Again, we must remember that the Columban monks were founders of churches, some of which date immediately after the time of Columba, and it is natural to suppose that these churches were called after the saint, and dedicated to him. Derry and Durrow were the most important foundations of Columba. " The age of Christ A.D. 535, the church of Doire Calgaich (Derry) was founded by Columbkille, the place having been granted by his own tribe, i.e., the race of Conall Gulban, son of Nial." The Annals of Ulster give the date as 545, and Dr. Reeves accepts it as the true date. Doire or Daire signifies an oak wood, and it is called by Adamnan Roboretum Calgachi. Calgach was a man's name, common among the ancient Irish, and signifies "fierce warrior." Doire Calgach was the old pagan name used for ages before the time of St. Columba, and it was so called until the tenth or eleventh century, when the name was changed to Derry Columbkille. The oaks of Derry were famous trees; a great storm occurred there in 1178, which prostrated one hundred and twenty of them. In Trias Thaum.  Derry is described "Doire Chalguich priscis, nunc vulgo Doire Cholumchille et latine Doria nunc sedes Episcopalis et civitas nobilis in Tirconnalia region e Ultoniae." Derry was a favourite spot with the saint :

"The reason why I love Derry is,
For its quietness, for its purity;
Crowded full of heaven's angels
Is every leaf of the oaks of Derry."

The original church was called Black Church, as we find stated in the ancient lines of Tighernach:
"Three years without light was Columb in his Black Church. 
He passed to angels from his body,
After seven years and seventy."

Again, we find in an old document of the fourteenth century, the church called Cella Nigra, and it is probable that it was so called to distinguish it from the more modern church erected in 1164.

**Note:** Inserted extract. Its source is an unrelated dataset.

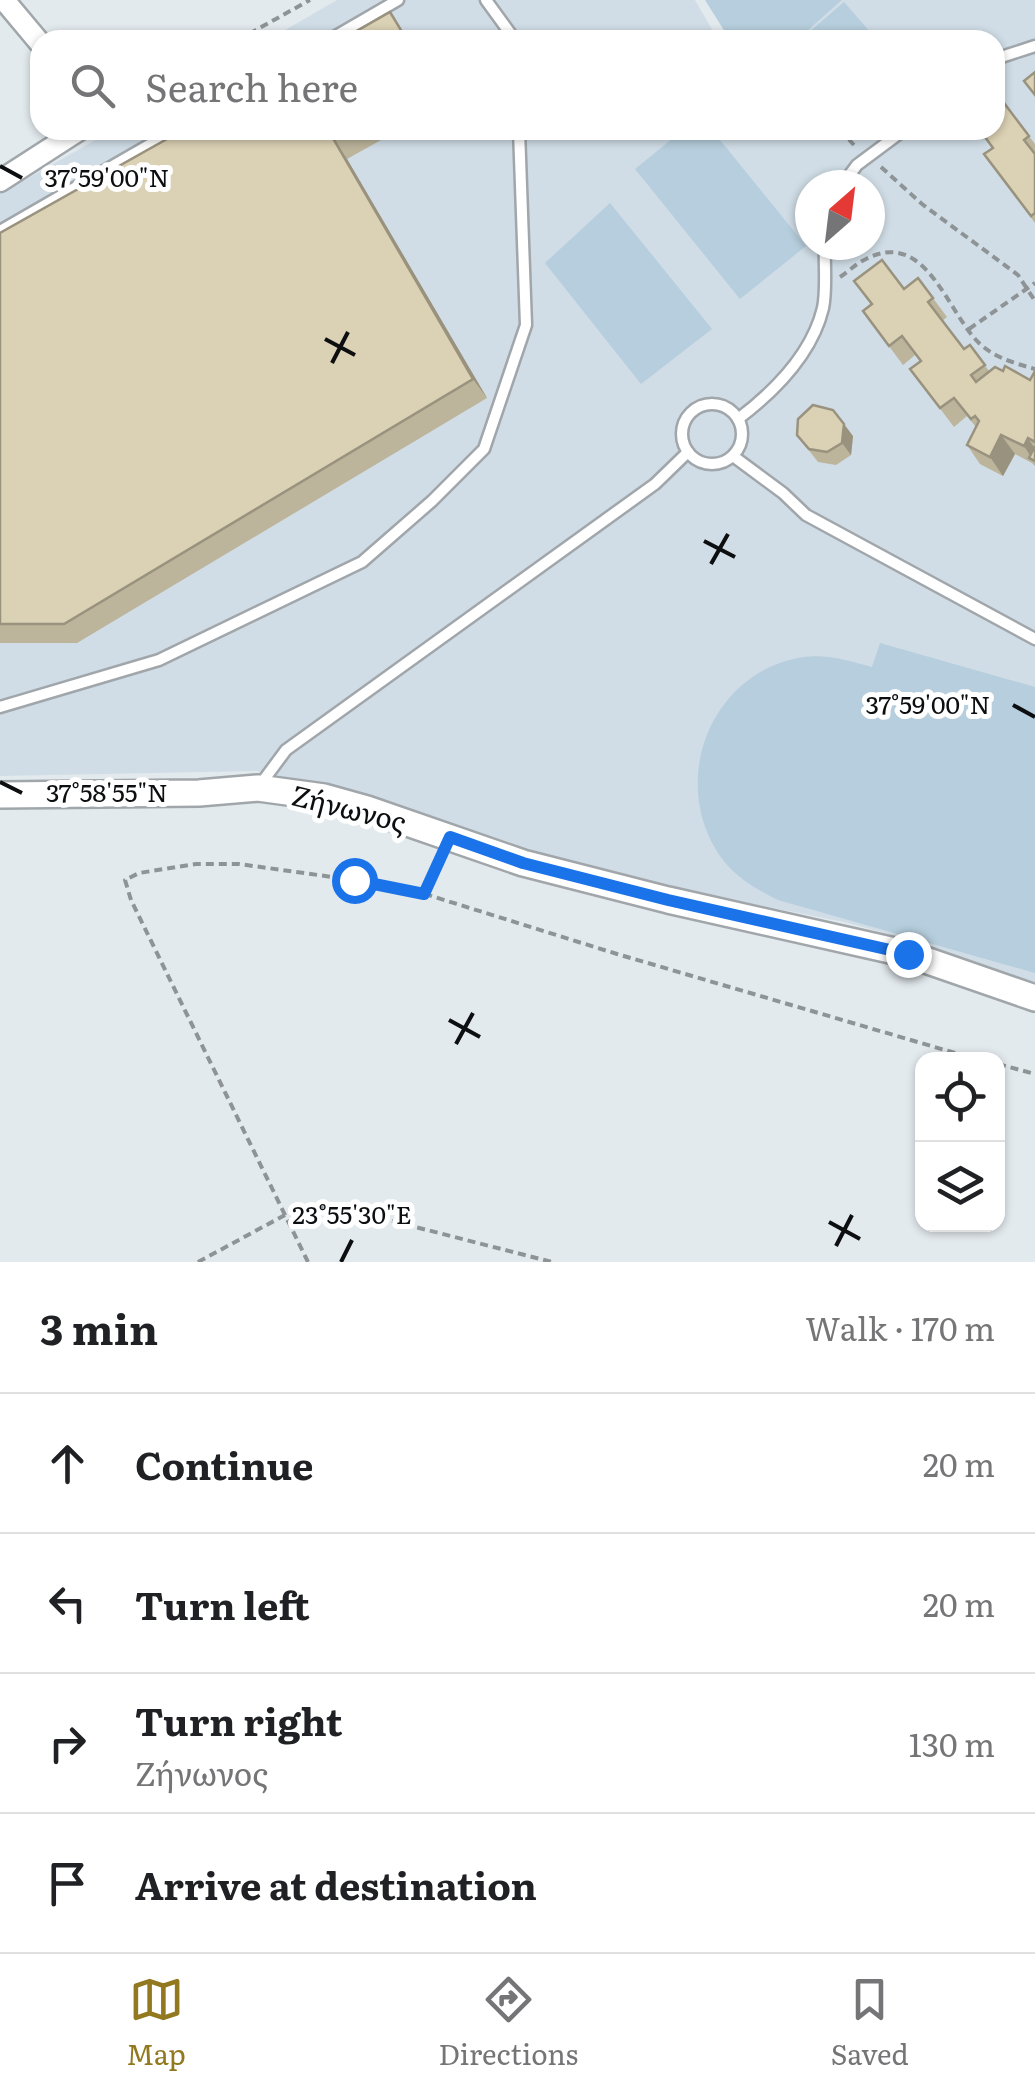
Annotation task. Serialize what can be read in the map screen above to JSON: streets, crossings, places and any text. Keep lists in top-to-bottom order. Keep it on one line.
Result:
{"streets":{"street":["Ζήνωνος"]},"north":"top right","page":{"search":"Search here","heading":["3 min","Walk · 170 m"],"list":[["Continue","20 m"],["Turn left","20 m"],["Turn right","Ζήνωνος","130 m"],"Arrive at destination"],"nav":["Map","Directions","Saved"]},"coordinates":["37°59'00\"N","37°58'55\"N","23°55'30\"E"]}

Durrow was the best known of Columba's churches. The Annals of Clonmacnoise state that "Hugh MacBrenayn, king of the country of Teffia that granted Dorowe to St. Columbkille, A.D. 588." The Four Masters dates it 585. Dairmach (Durrow) is situated in the north of the King's County, close to the boundary of Westmeath. Durrow, at the period of its foundation comprised part of the territory of Teffia, and the chieftain Brendan, who bestowed it upon St. Columba, was ancestor of the O'Carharney clan, whose name was afterwards changed to Fox.

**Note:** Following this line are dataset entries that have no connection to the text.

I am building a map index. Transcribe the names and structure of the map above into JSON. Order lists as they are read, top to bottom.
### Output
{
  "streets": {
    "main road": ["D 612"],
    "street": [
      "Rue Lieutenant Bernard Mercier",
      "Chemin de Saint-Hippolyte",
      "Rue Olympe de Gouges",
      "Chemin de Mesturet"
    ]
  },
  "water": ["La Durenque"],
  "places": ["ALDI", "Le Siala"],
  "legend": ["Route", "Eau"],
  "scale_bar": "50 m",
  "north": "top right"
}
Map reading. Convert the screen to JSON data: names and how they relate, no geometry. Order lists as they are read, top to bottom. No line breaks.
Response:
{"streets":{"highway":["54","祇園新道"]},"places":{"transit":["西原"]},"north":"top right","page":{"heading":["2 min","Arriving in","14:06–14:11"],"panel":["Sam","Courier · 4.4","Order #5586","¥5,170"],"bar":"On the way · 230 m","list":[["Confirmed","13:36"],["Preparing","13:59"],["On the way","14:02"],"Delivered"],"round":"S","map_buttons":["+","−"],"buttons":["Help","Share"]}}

 Adamnan describes Durrow thus:- " Vir Beatus in medi terranea Hiberniae parte Monasterium quod Scotice dicitur Darmaig divino fundavit nutu."

Venerable Bede tells us, " Fecerat (Columbae) priusquam Britanniam veniret monasterium nobile in Hibernia quod acopia Roborum Dearmach lingua Scotorum hoc est campus Roborum cognominatur."

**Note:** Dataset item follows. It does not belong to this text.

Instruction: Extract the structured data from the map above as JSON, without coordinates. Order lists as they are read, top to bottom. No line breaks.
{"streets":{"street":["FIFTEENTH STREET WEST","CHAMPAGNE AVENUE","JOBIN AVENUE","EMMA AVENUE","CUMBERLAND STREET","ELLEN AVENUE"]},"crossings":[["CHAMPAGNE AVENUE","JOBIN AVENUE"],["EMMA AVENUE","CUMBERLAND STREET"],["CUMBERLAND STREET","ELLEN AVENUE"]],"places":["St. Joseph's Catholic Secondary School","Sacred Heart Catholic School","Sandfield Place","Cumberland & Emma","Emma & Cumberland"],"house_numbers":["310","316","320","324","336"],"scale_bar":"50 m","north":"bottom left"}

A sculptured cross, called St. Columbkille's Cross, stands in the churchyard, and near it is the saint's Well. The most interesting relic of the Abbey is the beautiful Evangeliarum, known as The Book of Durrow, a MS. now preserved in the Library of Trinity College, Dublin. Mr. Gilbert, the eminent historian, describes The Book of Durrow, in his Facsimiles National MSS. of Ireland:

“The Book of Durrow is an ornamental copy of the Four Gospels, in Vulgate version, written across the page, mainly in single columns, and preceded by the Epistle of St. Jerome to Pope Damasus, explanation of Hebrew names, Eusebian canons and synoptical tables. . . This volume [continues Mr. Gilbert] acquired its name from having belonged to the monastery founded by St. Columba, about A.D. 553, at Durrow, or Darmaig, the Plain of the Oaks, in the central district of Ireland. A now partly obliterated entry in Latin prays ' remembrance of the scribe Columba, who wrote this Evangel in the space of twelve days.'"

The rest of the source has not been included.